IBM's Marie Wallace on the unrealized potential of social data.

As social media websites gather ever-growing data stores, they might be better served by finding ways to make profitable use of that data instead serving ads as their chief means of raising revenue. While the data might give them the information they need to serve more targeted ads — although in my experience they still have a ways to go with that — the real value in the site could be the data itself.

Of course, if social sites start selling data to the highest bidder that leaves open questions of data ownership and privacy and finding ways to strip personal identifiers.

Marie Wallace (@marie_wallace) is social analytics strategist for the IBM Collaboration Solutions division. She has spent more than a decade at IBM working on content analytics, and her experience uniquely positions her to address questions regarding big data, social media and analytics. Our interview follows.

Social media’s real value might not be in selling ads, but in the data they are collecting. Why do you think that is?

Marie Wallace: The reason ad targeting has worked so well for search is because it’s aligned and supportive to that particular activity; when I am searching for information about products or services I am happy to get ads that may help direct my search. Ads are somewhat analogous to a value-added service and social search makes the ads more personalized and relevant, which is why Google has invested so heavily in Google+.

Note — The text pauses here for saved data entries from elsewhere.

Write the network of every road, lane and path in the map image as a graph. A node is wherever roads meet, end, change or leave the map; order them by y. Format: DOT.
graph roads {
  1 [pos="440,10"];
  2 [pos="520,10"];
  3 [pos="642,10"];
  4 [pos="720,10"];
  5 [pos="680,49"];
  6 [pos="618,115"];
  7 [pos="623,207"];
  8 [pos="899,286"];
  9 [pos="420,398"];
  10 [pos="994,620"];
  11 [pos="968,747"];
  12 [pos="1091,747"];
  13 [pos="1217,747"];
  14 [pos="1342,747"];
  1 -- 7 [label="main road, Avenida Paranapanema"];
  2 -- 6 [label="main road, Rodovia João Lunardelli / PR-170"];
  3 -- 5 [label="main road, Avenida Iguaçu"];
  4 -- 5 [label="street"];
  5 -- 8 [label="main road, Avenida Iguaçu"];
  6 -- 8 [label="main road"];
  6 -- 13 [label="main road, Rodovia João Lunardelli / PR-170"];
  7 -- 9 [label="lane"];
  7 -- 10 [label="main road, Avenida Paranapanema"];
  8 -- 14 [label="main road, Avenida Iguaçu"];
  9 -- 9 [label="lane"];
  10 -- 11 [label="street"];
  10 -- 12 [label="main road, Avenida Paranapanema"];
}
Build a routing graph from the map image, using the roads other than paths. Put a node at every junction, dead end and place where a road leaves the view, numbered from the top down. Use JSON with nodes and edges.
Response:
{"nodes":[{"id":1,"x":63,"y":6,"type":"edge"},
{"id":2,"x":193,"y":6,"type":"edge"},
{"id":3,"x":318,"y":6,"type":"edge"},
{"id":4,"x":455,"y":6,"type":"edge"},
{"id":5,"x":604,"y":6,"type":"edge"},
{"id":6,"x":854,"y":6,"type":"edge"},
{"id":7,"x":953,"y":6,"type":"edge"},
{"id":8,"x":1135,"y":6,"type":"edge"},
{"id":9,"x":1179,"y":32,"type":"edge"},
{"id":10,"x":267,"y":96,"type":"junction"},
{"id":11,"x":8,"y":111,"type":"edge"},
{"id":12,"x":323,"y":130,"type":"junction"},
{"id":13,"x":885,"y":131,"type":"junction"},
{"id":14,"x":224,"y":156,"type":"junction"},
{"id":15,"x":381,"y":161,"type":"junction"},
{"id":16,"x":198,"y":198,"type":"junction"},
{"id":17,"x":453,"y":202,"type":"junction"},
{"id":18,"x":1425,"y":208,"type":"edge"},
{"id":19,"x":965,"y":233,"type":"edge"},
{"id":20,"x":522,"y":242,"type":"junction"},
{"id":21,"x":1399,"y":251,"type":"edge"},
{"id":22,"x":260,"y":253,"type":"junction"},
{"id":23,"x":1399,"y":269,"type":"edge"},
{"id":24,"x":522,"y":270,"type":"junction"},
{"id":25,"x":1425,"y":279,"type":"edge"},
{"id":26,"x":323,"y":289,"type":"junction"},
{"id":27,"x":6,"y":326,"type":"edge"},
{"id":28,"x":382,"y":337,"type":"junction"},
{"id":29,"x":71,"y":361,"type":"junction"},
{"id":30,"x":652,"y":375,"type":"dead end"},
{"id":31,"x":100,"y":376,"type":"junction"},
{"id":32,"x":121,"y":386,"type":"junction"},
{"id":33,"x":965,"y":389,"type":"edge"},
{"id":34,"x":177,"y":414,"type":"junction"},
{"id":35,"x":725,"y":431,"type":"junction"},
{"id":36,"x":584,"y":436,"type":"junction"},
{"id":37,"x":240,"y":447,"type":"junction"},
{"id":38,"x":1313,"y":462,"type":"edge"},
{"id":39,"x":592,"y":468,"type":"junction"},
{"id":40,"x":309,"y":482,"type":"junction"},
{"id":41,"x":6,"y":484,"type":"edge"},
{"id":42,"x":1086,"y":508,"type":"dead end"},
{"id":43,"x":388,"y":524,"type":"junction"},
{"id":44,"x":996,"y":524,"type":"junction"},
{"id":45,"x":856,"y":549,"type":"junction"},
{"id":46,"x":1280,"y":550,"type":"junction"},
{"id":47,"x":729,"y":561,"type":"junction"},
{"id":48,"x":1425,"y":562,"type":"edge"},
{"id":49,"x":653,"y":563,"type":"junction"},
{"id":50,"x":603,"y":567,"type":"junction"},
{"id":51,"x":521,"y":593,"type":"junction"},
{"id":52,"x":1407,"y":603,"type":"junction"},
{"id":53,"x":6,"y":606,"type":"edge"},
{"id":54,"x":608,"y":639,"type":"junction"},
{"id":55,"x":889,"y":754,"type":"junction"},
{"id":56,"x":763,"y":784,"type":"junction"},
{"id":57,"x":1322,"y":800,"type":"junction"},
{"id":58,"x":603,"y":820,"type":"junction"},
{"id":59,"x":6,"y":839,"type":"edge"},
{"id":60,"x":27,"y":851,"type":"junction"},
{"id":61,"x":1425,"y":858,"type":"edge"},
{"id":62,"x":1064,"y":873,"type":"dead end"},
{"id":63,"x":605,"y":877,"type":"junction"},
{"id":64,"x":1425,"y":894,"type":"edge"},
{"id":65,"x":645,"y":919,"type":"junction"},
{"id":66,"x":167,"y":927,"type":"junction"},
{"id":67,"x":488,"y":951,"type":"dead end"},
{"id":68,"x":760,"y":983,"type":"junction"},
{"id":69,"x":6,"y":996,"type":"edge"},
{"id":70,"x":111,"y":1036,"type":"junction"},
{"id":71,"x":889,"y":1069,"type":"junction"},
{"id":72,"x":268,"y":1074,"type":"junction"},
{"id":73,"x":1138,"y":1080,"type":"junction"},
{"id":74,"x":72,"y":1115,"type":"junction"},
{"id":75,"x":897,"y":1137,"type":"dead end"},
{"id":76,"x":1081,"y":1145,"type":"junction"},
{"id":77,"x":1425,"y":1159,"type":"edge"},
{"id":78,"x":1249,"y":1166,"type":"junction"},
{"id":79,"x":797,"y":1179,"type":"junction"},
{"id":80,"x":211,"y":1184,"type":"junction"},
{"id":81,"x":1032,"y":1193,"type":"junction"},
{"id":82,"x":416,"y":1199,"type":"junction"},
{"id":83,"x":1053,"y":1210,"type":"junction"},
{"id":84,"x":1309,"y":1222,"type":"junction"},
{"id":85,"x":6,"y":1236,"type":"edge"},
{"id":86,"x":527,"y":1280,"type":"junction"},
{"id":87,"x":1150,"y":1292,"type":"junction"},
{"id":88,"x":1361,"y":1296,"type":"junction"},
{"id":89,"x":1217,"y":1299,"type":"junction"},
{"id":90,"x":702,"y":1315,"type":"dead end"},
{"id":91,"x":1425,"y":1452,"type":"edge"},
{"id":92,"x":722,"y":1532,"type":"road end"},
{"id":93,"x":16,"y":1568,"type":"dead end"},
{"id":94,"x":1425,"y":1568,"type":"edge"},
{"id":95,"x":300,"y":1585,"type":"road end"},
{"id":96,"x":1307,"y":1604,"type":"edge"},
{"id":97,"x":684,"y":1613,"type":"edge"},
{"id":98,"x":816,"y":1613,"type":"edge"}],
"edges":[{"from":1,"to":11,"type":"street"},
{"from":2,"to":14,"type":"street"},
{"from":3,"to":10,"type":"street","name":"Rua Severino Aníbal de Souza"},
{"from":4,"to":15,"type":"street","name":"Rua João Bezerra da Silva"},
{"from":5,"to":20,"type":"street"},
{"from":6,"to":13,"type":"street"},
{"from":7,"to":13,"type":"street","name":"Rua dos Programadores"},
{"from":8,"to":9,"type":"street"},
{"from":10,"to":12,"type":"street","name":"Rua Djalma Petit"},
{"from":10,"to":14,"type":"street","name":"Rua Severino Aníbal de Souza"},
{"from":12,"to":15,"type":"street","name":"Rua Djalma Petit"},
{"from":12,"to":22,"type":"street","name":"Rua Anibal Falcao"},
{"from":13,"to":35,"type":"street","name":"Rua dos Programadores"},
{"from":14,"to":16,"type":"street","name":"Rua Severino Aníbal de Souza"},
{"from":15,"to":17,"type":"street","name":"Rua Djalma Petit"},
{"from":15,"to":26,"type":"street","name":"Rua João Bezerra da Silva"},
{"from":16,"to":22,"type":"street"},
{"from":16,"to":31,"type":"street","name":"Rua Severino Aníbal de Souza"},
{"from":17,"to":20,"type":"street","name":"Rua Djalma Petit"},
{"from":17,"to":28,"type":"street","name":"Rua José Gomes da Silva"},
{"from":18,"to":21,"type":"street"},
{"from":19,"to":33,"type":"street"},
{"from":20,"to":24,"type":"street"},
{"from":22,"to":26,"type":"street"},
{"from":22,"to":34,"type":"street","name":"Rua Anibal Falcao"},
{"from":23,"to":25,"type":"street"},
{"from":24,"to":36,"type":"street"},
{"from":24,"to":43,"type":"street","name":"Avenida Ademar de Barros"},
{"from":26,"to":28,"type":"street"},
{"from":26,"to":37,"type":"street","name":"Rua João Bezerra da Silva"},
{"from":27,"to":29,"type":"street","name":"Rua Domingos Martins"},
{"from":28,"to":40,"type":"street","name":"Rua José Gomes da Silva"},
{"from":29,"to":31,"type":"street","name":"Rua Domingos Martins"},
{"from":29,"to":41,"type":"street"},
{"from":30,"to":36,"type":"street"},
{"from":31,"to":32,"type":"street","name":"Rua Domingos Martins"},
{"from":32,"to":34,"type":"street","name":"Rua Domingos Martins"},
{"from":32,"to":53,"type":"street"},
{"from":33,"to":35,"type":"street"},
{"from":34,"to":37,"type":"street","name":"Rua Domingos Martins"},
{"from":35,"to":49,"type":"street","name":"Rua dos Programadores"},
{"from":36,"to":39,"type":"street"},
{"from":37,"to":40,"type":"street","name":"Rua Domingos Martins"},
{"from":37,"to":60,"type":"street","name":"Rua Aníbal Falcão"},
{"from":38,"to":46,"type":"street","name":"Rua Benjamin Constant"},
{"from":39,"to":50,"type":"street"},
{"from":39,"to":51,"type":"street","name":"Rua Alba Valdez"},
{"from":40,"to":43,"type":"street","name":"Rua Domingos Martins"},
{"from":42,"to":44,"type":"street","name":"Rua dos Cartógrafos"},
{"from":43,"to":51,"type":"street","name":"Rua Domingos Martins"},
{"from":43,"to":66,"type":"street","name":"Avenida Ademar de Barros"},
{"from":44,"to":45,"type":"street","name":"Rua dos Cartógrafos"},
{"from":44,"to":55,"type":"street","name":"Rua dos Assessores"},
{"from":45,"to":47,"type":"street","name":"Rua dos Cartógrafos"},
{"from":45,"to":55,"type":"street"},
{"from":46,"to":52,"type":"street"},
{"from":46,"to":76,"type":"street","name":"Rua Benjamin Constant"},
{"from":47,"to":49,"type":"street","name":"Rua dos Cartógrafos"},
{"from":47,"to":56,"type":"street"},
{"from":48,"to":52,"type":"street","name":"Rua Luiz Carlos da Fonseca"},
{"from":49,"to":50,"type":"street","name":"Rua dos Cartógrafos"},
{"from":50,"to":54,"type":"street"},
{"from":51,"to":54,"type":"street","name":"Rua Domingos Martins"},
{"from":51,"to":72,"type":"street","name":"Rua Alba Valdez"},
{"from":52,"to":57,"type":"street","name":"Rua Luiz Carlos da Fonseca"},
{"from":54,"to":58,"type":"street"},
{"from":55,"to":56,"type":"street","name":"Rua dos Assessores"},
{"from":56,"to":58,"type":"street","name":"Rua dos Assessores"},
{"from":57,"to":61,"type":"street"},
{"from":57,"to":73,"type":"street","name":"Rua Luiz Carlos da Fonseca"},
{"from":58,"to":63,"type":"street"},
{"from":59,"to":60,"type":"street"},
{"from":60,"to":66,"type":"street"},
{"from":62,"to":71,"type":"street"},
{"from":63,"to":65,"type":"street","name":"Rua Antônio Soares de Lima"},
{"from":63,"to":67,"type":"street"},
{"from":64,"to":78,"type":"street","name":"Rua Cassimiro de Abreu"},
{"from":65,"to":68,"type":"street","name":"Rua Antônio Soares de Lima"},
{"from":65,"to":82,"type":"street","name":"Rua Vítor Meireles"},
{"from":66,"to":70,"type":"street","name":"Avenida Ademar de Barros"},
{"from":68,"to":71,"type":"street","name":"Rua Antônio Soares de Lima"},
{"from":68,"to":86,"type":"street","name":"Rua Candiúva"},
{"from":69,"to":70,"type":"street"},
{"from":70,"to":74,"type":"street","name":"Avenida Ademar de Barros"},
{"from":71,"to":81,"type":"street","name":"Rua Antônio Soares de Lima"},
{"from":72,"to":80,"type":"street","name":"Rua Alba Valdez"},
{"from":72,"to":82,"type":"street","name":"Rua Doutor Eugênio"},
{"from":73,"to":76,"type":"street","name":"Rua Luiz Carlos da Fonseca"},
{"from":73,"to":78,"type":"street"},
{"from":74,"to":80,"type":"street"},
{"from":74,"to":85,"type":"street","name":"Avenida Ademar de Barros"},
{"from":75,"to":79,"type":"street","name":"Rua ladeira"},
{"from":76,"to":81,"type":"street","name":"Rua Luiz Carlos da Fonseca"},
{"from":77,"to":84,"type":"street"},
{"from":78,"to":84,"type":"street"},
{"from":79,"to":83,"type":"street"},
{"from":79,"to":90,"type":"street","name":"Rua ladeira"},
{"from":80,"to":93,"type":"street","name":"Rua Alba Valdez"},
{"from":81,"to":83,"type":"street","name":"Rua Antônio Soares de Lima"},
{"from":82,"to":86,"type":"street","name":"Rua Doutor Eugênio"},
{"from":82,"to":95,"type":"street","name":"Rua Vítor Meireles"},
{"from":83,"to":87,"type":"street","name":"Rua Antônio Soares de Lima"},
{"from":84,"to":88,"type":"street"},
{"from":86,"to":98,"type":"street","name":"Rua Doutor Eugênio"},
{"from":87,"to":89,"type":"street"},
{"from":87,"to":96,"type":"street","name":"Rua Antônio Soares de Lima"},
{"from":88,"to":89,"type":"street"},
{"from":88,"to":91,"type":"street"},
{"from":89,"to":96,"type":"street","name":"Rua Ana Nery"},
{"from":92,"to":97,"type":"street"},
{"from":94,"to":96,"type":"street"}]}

The key is that in most cases ads only work in a search-like context, however with most social media sites people are not going there to search. They are going to converse with friends and family, which makes ads interruptive and frequently invasive. This is further exacerbated by mobile, where limited real estate makes ads even more offensive as they are distracting and clutter the screen. Social search is one example of a service that sits on top of social data, but there are a whole plethora of other services that social data can drive — from market research to consumer/brand engagement, social recommenders, information filtering, or expertise location. Read more…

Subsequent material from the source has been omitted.